------ DATA FOR PROCESSING

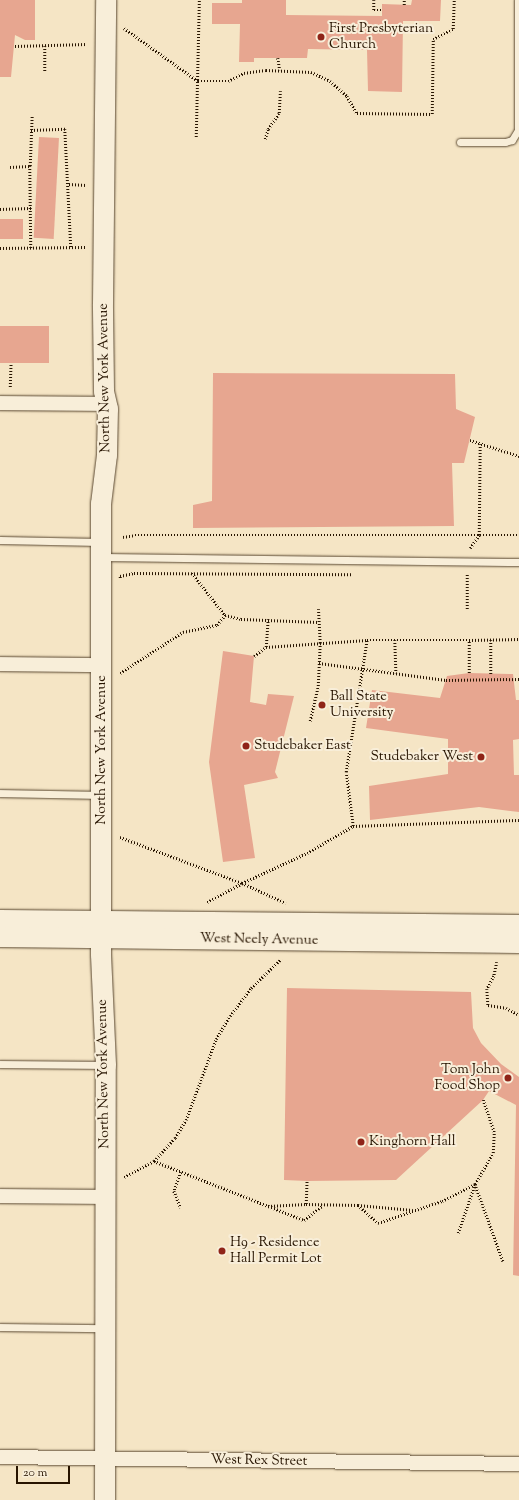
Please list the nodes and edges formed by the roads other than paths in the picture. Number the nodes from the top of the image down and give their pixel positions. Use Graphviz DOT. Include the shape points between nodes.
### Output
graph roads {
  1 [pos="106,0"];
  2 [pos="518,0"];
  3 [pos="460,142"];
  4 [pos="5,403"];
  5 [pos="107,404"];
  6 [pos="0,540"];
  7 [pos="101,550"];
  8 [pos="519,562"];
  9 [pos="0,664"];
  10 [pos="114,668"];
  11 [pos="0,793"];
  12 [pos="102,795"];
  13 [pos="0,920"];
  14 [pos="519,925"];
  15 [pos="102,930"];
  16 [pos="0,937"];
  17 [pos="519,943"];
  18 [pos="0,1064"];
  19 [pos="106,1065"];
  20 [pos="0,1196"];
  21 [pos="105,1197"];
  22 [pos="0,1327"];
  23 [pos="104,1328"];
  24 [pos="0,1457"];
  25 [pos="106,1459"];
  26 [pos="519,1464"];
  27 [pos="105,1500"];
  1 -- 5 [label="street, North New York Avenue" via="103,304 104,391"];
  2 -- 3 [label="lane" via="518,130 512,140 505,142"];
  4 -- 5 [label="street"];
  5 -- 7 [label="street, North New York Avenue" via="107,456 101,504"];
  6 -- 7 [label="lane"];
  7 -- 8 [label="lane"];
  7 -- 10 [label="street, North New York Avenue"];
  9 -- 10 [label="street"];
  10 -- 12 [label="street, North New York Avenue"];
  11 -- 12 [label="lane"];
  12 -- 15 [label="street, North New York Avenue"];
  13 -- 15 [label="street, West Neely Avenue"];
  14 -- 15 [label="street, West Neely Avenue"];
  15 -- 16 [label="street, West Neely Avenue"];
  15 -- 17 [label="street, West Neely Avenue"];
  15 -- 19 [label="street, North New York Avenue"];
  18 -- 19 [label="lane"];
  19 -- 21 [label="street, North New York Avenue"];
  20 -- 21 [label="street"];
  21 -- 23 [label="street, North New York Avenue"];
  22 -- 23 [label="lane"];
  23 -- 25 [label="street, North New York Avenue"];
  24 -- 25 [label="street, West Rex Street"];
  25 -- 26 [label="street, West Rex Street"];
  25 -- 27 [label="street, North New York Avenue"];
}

------------

* _WHAT YOU HAVE TO DO_: Every line of the listing that includes the word "roads" belongs in the answer.

* _EXERCISE SOLUTION_:
Please list the nodes and edges formed by the roads other than paths in the picture. Number the nodes from the top of the image down and give their pixel positions. Use Graphviz DOT. Include the shape points between nodes.
graph roads {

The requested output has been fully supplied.